Publication: EuroVis Conference 2019 | PDF | VIDEO
Authors: D. Cashman, S. Humayoun, F. Heimerl, K. Park, Subhajit Das
J. Thompson, B. Saket, A. Mosca, J. Stasko, A. Endert, M. Gleicher, R. Chang
Tags: Multi-model ML system Model selection Domain experts

A User-based Visual Analytics Workflow for Exploratory Model Analysis

This project addresses the task of automating the data analysis pipeline by aiding users in selecting complex model pipelines through data-driven automated processes. With our proposed system, a subject matter expert (SME) with little or no background in data science will still be able to perform complex data analysis without understanding the mathematics behind the analysis. Subject matter experts (SMEs) would benefit from using the sophisticated data analysis pipelines that are the purview of practicing data scientists. The overarching goal of this project is to provide data-driven automated assistance to SMEs so that they may produce models as performant as those produced by data scientists. Our role in this research is to provide an interface between the human user (a SME) and machine learning algorithms that generate data analysis pipelines. Within this task, we aim to help users define their data analysis problem without the need to describe the data analysis primitives being used. We will also design interactive visualizations to communicate the difference between models and to help the user choose the best model for their task.
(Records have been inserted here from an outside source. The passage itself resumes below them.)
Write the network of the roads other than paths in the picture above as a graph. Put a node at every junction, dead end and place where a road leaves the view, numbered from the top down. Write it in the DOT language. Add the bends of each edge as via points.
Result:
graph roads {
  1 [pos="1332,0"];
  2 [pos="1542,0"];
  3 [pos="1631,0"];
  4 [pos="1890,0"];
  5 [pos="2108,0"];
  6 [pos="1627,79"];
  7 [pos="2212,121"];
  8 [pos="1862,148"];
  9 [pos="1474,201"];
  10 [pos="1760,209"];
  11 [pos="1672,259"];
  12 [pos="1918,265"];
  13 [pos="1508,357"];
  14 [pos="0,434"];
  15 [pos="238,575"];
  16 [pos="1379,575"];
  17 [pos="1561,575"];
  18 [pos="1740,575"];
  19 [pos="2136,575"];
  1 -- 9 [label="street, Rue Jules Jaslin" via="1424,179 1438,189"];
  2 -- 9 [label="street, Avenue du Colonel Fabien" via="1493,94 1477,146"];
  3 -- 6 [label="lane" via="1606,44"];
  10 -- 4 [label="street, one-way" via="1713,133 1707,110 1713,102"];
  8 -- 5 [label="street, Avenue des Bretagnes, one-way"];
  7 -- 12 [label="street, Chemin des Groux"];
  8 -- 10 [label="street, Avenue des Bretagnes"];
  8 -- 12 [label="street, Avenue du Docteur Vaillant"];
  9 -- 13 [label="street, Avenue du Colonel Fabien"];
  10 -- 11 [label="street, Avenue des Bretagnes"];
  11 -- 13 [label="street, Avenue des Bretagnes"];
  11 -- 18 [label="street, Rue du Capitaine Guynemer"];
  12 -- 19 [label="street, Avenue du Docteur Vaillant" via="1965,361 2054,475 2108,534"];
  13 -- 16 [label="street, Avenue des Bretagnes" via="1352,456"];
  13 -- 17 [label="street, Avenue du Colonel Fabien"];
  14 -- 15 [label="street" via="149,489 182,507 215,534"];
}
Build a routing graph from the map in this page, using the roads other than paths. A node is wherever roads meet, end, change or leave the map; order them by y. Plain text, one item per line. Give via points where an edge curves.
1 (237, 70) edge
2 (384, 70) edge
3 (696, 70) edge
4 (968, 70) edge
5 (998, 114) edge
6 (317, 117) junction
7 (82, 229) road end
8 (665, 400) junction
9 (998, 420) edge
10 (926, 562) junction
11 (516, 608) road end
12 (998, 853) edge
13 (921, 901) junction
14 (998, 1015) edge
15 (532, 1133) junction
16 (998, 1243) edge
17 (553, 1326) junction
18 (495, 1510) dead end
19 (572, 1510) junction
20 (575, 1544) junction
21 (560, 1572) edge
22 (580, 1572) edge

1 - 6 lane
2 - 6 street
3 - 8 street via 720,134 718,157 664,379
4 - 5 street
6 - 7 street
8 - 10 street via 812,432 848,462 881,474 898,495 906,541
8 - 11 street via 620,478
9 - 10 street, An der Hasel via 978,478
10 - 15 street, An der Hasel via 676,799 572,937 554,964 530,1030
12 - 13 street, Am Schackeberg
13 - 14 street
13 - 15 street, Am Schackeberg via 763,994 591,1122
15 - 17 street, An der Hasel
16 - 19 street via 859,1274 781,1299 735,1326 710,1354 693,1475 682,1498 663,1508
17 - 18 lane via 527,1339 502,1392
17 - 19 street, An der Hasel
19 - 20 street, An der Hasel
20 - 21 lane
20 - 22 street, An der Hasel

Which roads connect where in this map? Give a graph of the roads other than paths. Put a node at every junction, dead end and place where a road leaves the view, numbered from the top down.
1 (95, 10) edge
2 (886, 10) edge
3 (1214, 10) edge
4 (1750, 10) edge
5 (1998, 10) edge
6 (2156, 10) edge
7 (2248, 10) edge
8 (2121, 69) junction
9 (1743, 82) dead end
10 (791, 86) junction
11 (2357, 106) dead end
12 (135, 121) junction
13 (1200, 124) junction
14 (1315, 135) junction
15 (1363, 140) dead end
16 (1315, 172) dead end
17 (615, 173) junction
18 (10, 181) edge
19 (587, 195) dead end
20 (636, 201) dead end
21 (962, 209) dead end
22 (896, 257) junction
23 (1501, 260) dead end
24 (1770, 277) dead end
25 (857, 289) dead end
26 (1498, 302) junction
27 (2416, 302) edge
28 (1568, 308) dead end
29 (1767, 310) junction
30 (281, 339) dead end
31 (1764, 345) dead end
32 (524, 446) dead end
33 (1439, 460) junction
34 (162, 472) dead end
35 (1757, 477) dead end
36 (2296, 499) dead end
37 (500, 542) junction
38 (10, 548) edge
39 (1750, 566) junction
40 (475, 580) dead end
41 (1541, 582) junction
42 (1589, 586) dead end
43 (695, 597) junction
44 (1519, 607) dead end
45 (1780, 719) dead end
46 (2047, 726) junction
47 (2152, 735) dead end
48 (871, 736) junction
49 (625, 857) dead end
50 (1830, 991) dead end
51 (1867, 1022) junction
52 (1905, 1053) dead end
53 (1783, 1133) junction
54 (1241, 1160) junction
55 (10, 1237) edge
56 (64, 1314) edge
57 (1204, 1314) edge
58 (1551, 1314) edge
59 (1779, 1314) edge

Lastly, we will provide methods of interaction that would allow the user to use their domain knowledge to update and improve the models produced. If successful, this research could have broad impact on the ability of all subject matter experts to learn from their data. Currently, SMEs are limited to the set of models they have access to and are comfortable with. Giving them access to cutting edge pipelines will give them models that are much more performant. Creating an effective interface between the human and the machine is integral to this broad impact. It is critical that users can effectively utilize and trust the automated methods, and communication of the produced models is necessary to prevent false negatives and false positives, overfitting the data, and other problems relating to the modeling process. We are in the big data age as the everyday user produces and has access to large amounts of data. This project would bring data analysis to the everyday user; it would render that data accessible.